The mortgage deal was changed in September 2024, enabling first-time buyers to borrow up to six times their income, increasing from a previous maximum multiple of 5.5 for first-time buyers taking out a Helping Hand mortgage.
Between October 2024 and September 2025, Britain's biggest building society said about 23,000 people climbed onto the property ladder using the Helping Hand mortgage - marking a 53% increase compared with about 15,000 in the 12 months beforehand.
The mortgage has minimum income requirements of £30,000 for single applicants and a combined £50,000 for joint applicants.
Regulators have recently acted to ease or clarify lending rules, making it easier for some borrowers to access mortgages.
Nationwide said it reduced stress rates in May, extended Helping Hand to 95% LTV (loan-to-value) new build houses in June and relaxed Helping Hand minimum income requirements in July.
Henry Jordan, Nationwide's group director of mortgages, said: "These latest figures for the past 12 months show that our decision to increase borrowing up to six times income has been a gamechanger for thousands of first-time buyers.
"But we're not stopping there, and with the support of Government and regulatory changes throughout 2025, we've been able to progressively increase our support for potential homeowners."
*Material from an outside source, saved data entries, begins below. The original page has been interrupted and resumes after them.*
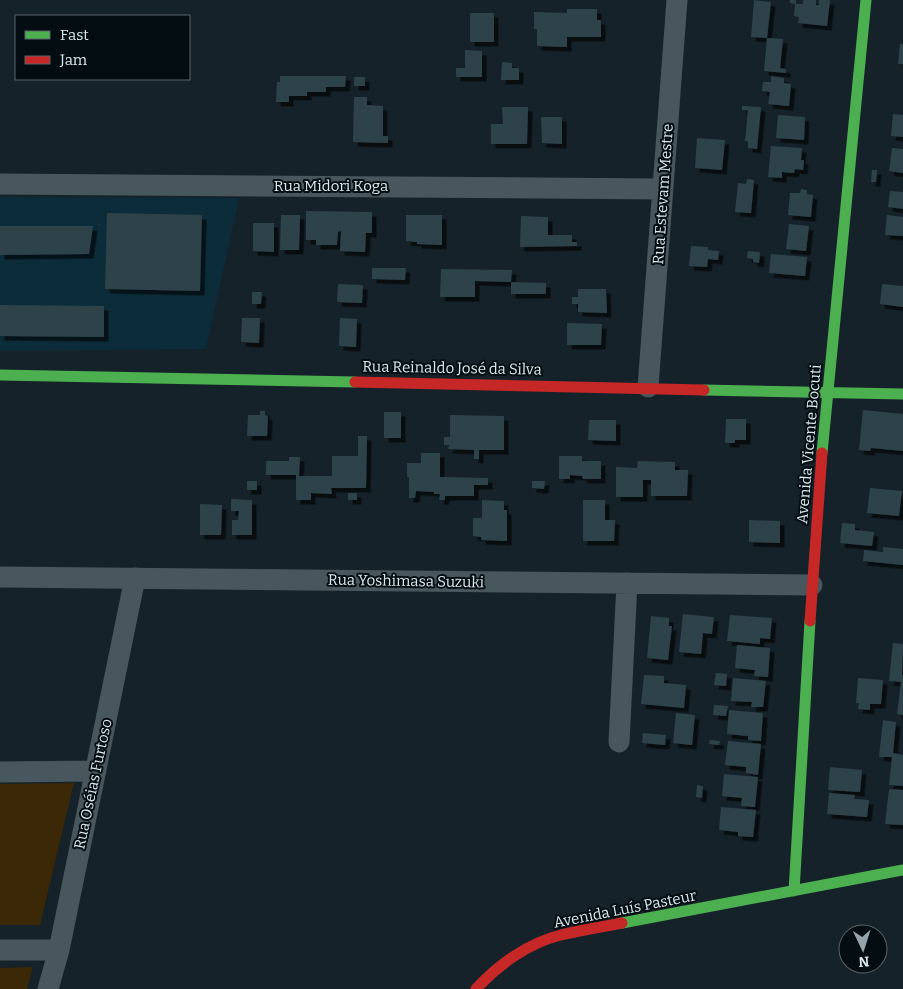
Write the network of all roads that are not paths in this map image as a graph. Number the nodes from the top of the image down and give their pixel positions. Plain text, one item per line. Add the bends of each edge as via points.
1 (677, 0) edge
2 (866, 0) edge
3 (0, 184) edge
4 (663, 188) junction
5 (0, 374) edge
6 (648, 387) junction
7 (827, 392) junction
8 (903, 394) edge
9 (0, 577) edge
10 (135, 578) junction
11 (627, 583) junction
12 (812, 585) junction
13 (619, 742) dead end
14 (96, 771) junction
15 (0, 772) edge
16 (903, 870) edge
17 (794, 891) junction
18 (0, 950) edge
19 (59, 950) junction
20 (48, 989) edge
21 (476, 989) edge

1 - 4 street, Rua Estevam Mestre
2 - 7 street, Avenida Vicente Bocuti
3 - 4 street, Rua Midori Koga
4 - 6 street, Rua Estevam Mestre
5 - 6 street, Rua Reinaldo José da Silva
6 - 7 street, Rua Reinaldo José da Silva
7 - 8 street, Rua Reinaldo José da Silva
7 - 12 street, Avenida Vicente Bocuti
9 - 10 street, Rua Yoshimasa Suzuki
10 - 11 street, Rua Yoshimasa Suzuki
10 - 14 street, Rua Oséias Furtoso
11 - 12 street, Rua Yoshimasa Suzuki
11 - 13 street
12 - 17 street, Avenida Vicente Bocuti
14 - 15 street
14 - 19 street, Rua Oséias Furtoso
16 - 17 street, Avenida Luís Pasteur
17 - 21 street, Avenida Luís Pasteur via 559,935 510,958
18 - 19 street
19 - 20 street, Rua Oséias Furtoso

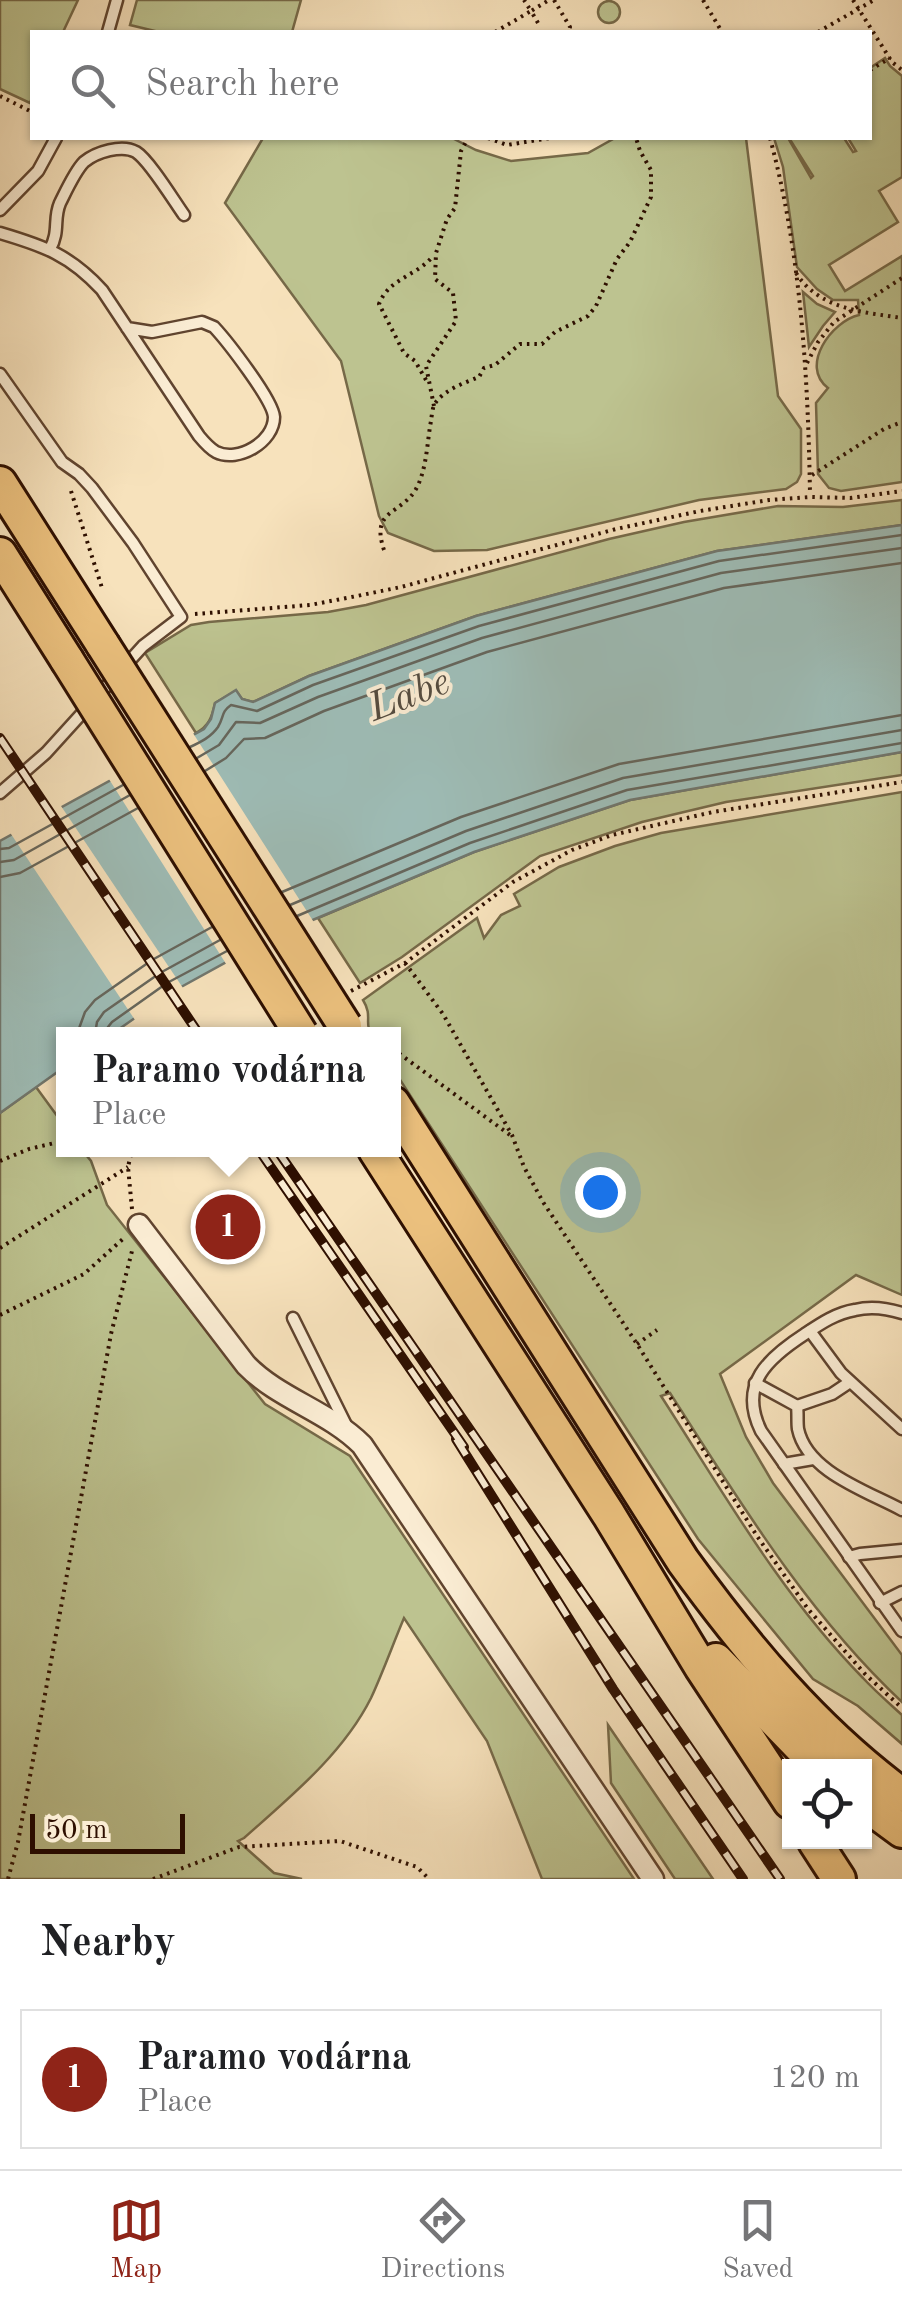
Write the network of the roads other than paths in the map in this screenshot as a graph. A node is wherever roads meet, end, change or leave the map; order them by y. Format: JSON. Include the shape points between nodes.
{"nodes":[{"id":1,"x":118,"y":0,"type":"edge"},
{"id":2,"x":109,"y":30,"type":"edge"},
{"id":3,"x":55,"y":140,"type":"edge"},
{"id":4,"x":0,"y":210,"type":"edge"},
{"id":5,"x":184,"y":215,"type":"dead end"},
{"id":6,"x":0,"y":233,"type":"edge"},
{"id":7,"x":50,"y":249,"type":"junction"},
{"id":8,"x":127,"y":328,"type":"junction"},
{"id":9,"x":0,"y":374,"type":"edge"},
{"id":10,"x":0,"y":483,"type":"edge"},
{"id":11,"x":0,"y":554,"type":"edge"},
{"id":12,"x":0,"y":792,"type":"edge"},
{"id":13,"x":297,"y":1027,"type":"edge"},
{"id":14,"x":345,"y":1027,"type":"edge"},
{"id":15,"x":401,"y":1115,"type":"edge"},
{"id":16,"x":379,"y":1157,"type":"edge"},
{"id":17,"x":139,"y":1225,"type":"road end"},
{"id":18,"x":902,"y":1313,"type":"edge"},
{"id":19,"x":293,"y":1318,"type":"dead end"},
{"id":20,"x":810,"y":1331,"type":"junction"},
{"id":21,"x":850,"y":1382,"type":"junction"},
{"id":22,"x":755,"y":1384,"type":"junction"},
{"id":23,"x":798,"y":1406,"type":"junction"},
{"id":24,"x":902,"y":1429,"type":"edge"},
{"id":25,"x":351,"y":1434,"type":"junction"},
{"id":26,"x":813,"y":1459,"type":"junction"},
{"id":27,"x":784,"y":1464,"type":"junction"},
{"id":28,"x":902,"y":1510,"type":"edge"},
{"id":29,"x":609,"y":1515,"type":"junction"},
{"id":30,"x":902,"y":1550,"type":"edge"},
{"id":31,"x":849,"y":1557,"type":"junction"},
{"id":32,"x":902,"y":1592,"type":"edge"},
{"id":33,"x":880,"y":1604,"type":"junction"},
{"id":34,"x":902,"y":1631,"type":"edge"},
{"id":35,"x":812,"y":1759,"type":"edge"},
{"id":36,"x":782,"y":1790,"type":"edge"},
{"id":37,"x":902,"y":1795,"type":"edge"},
{"id":38,"x":872,"y":1810,"type":"edge"},
{"id":39,"x":902,"y":1831,"type":"edge"},
{"id":40,"x":820,"y":1849,"type":"edge"},
{"id":41,"x":653,"y":1879,"type":"edge"},
{"id":42,"x":839,"y":1879,"type":"edge"}],
"edges":[{"from":1,"to":2,"type":"lane"},
{"from":3,"to":4,"type":"lane","via":[[38,171]]},
{"from":5,"to":7,"type":"lane","via":[[140,154],[108,151],[82,164],[60,203]]},
{"from":6,"to":7,"type":"lane"},
{"from":7,"to":8,"type":"lane","via":[[89,276]]},
{"from":8,"to":8,"type":"lane","via":[[152,332],[202,322],[214,327],[271,405],[271,431],[238,454],[212,450]]},
{"from":9,"to":12,"type":"lane","via":[[62,462],[133,543],[180,617]]},
{"from":10,"to":14,"type":"main road","bridge":true},
{"from":11,"to":13,"type":"main road","bridge":true},
{"from":15,"to":37,"type":"main road","via":[[698,1583],[776,1680]]},
{"from":16,"to":29,"type":"main road"},
{"from":17,"to":25,"type":"street","via":[[259,1378]]},
{"from":18,"to":20,"type":"lane","via":[[849,1310]]},
{"from":19,"to":25,"type":"lane"},
{"from":20,"to":21,"type":"lane"},
{"from":20,"to":22,"type":"lane","via":[[778,1353]]},
{"from":21,"to":23,"type":"lane"},
{"from":21,"to":24,"type":"lane"},
{"from":22,"to":23,"type":"lane"},
{"from":22,"to":27,"type":"lane","via":[[755,1420]]},
{"from":23,"to":26,"type":"lane","via":[[798,1429]]},
{"from":25,"to":41,"type":"street"},
{"from":26,"to":27,"type":"lane"},
{"from":26,"to":28,"type":"lane"},
{"from":27,"to":31,"type":"lane"},
{"from":29,"to":35,"type":"main road","via":[[696,1636]]},
{"from":29,"to":36,"type":"main road"},
{"from":30,"to":31,"type":"lane"},
{"from":31,"to":33,"type":"lane"},
{"from":32,"to":33,"type":"lane"},
{"from":33,"to":34,"type":"lane"},
{"from":38,"to":39,"type":"main road"},
{"from":40,"to":42,"type":"main road"}]}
The Helping Hand mortgage deal was first launched in April 2021, now giving eligible first-time buyers the option of borrowing up to six times income when taking a five or 10-year fixed-rate mortgage with a deposit as low as 5%. Nationwide's standard lending maximum is 4.5 times income.
The society said in total more than 63,000 people have got onto the property ladder with Helping Hand, since the mortgage launched, with about £13 billion lent.
The average age of sole applicants using Helping Hand is 31 and for joint applicants, it is slightly lower, at aged 30.
Nationwide said the mortgage has been particularly popular in areas with higher house prices.
The Outer South East region leads the uptake of Helping Hand, accounting for 28% of mortgages. The area includes Ashford, Bedford, Braintree, Brighton and Hove, Canterbury, Chichester, Colchester, Dover, Eastbourne, Isle of Wight, Maldon, Milton Keynes, New Forest, Portsmouth, Southampton, Winchester and Oxfordshire.
More than a fifth (23%) of Helping Hand mortgages are accounted for by London and in the South West the proportion is 12%.
Uptake is lower in the North West of England, which accounts for just 4%, despite the region representing 11% of Nationwide's first-time buyer lending. This may be down to lower average first-time buyer house prices in the region compared with some other areas, the society said.
Single applicants for Nationwide's Helping Hand mortgage are more prevalent further north.
More than nine in 10 (92%) Helping Hand completed applications in Scotland have been single applicants. In the North, which comprises areas such as Tyneside, Teesside and Cumbria, 87% of Helping Hand cases were from single applicants.
By contrast, in the Outer South East, 45% of Helping Hand mortgage applications have been joint ones.